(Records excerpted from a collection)
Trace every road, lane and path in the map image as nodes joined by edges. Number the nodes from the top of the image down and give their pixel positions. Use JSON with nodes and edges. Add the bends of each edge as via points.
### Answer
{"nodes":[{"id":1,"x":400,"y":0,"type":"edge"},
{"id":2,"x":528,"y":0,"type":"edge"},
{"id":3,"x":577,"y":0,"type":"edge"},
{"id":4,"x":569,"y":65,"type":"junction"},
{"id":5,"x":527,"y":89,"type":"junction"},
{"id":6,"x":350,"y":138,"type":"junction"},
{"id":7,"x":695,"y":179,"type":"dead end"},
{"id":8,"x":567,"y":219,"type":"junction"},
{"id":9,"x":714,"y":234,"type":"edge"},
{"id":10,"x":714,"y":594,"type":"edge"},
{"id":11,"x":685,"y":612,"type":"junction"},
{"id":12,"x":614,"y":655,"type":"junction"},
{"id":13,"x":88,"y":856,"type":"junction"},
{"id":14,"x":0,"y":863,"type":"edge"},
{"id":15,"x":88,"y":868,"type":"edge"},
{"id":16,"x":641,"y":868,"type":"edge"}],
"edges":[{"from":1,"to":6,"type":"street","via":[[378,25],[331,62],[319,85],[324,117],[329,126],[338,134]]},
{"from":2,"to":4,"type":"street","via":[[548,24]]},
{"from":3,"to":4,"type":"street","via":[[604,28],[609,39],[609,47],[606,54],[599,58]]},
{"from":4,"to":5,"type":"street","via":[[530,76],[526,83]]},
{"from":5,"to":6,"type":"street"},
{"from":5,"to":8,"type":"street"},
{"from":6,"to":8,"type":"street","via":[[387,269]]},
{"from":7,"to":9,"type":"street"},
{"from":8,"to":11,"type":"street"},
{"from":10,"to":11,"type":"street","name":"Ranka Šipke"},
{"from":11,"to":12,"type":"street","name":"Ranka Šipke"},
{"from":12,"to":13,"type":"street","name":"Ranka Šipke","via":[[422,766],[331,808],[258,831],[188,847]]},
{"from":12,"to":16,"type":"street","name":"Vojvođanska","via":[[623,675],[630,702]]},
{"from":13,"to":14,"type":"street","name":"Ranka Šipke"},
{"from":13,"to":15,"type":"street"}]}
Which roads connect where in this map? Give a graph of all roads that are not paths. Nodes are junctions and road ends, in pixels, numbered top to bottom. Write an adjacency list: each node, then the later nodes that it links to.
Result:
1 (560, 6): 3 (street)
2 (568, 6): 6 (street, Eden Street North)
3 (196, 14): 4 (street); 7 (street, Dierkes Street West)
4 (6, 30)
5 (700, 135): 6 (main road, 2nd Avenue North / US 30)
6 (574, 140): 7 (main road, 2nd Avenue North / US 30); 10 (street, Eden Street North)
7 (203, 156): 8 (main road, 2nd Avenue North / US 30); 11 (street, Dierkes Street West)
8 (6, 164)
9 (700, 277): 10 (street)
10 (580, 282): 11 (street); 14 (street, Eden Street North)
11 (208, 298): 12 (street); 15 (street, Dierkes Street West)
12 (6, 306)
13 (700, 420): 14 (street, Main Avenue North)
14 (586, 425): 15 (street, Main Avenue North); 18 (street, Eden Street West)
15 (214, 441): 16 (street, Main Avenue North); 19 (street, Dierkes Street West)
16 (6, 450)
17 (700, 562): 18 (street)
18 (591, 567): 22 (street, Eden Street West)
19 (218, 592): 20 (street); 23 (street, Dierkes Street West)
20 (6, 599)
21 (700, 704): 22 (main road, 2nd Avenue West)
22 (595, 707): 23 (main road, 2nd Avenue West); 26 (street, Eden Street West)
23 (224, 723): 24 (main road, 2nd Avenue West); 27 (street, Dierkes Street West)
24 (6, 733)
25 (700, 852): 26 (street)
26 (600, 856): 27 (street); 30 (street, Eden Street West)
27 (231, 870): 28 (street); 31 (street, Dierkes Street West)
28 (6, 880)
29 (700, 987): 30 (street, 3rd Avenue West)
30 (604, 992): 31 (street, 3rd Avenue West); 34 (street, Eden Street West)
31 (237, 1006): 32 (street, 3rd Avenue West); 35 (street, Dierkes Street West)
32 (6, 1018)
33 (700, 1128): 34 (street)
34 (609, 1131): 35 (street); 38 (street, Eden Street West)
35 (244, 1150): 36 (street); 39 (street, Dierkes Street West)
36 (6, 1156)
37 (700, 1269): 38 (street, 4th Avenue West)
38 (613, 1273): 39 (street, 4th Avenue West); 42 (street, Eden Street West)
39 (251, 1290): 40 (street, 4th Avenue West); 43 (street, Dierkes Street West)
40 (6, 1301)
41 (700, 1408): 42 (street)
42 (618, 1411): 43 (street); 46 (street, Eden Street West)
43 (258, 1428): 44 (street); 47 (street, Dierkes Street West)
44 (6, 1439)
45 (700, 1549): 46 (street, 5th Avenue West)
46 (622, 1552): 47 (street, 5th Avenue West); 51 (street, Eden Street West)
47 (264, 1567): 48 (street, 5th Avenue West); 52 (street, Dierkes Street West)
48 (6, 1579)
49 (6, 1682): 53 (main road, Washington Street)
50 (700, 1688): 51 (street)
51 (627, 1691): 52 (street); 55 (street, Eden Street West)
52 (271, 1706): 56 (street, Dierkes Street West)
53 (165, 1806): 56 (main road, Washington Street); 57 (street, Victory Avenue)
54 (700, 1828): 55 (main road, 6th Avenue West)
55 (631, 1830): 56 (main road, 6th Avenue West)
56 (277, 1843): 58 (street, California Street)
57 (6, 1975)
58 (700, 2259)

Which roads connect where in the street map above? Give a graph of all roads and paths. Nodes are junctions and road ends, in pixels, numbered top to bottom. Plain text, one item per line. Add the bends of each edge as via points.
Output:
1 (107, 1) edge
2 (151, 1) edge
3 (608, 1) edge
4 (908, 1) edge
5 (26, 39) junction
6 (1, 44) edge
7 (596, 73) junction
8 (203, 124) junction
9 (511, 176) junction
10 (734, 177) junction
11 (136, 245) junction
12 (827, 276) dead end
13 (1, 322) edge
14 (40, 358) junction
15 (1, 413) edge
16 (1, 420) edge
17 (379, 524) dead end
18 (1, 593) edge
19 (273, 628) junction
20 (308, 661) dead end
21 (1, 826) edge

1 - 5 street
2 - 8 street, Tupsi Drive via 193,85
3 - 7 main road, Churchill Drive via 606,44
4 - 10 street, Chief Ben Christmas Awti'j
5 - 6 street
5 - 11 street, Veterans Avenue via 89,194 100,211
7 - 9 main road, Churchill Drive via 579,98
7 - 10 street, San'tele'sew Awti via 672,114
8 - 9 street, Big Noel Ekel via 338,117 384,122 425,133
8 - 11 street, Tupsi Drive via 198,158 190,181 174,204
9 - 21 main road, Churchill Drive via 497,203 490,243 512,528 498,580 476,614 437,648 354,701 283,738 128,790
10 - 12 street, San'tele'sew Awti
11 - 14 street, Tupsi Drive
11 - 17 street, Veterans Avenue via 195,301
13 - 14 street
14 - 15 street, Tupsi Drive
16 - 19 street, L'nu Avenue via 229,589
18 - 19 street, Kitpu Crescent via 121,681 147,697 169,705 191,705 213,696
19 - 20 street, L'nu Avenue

**Work to complete**
The answer must be every line of the entries that includes the word "dead".

**Final answer**
{"id":7,"x":695,"y":179,"type":"dead end"},
12 (827, 276) dead end
17 (379, 524) dead end
20 (308, 661) dead end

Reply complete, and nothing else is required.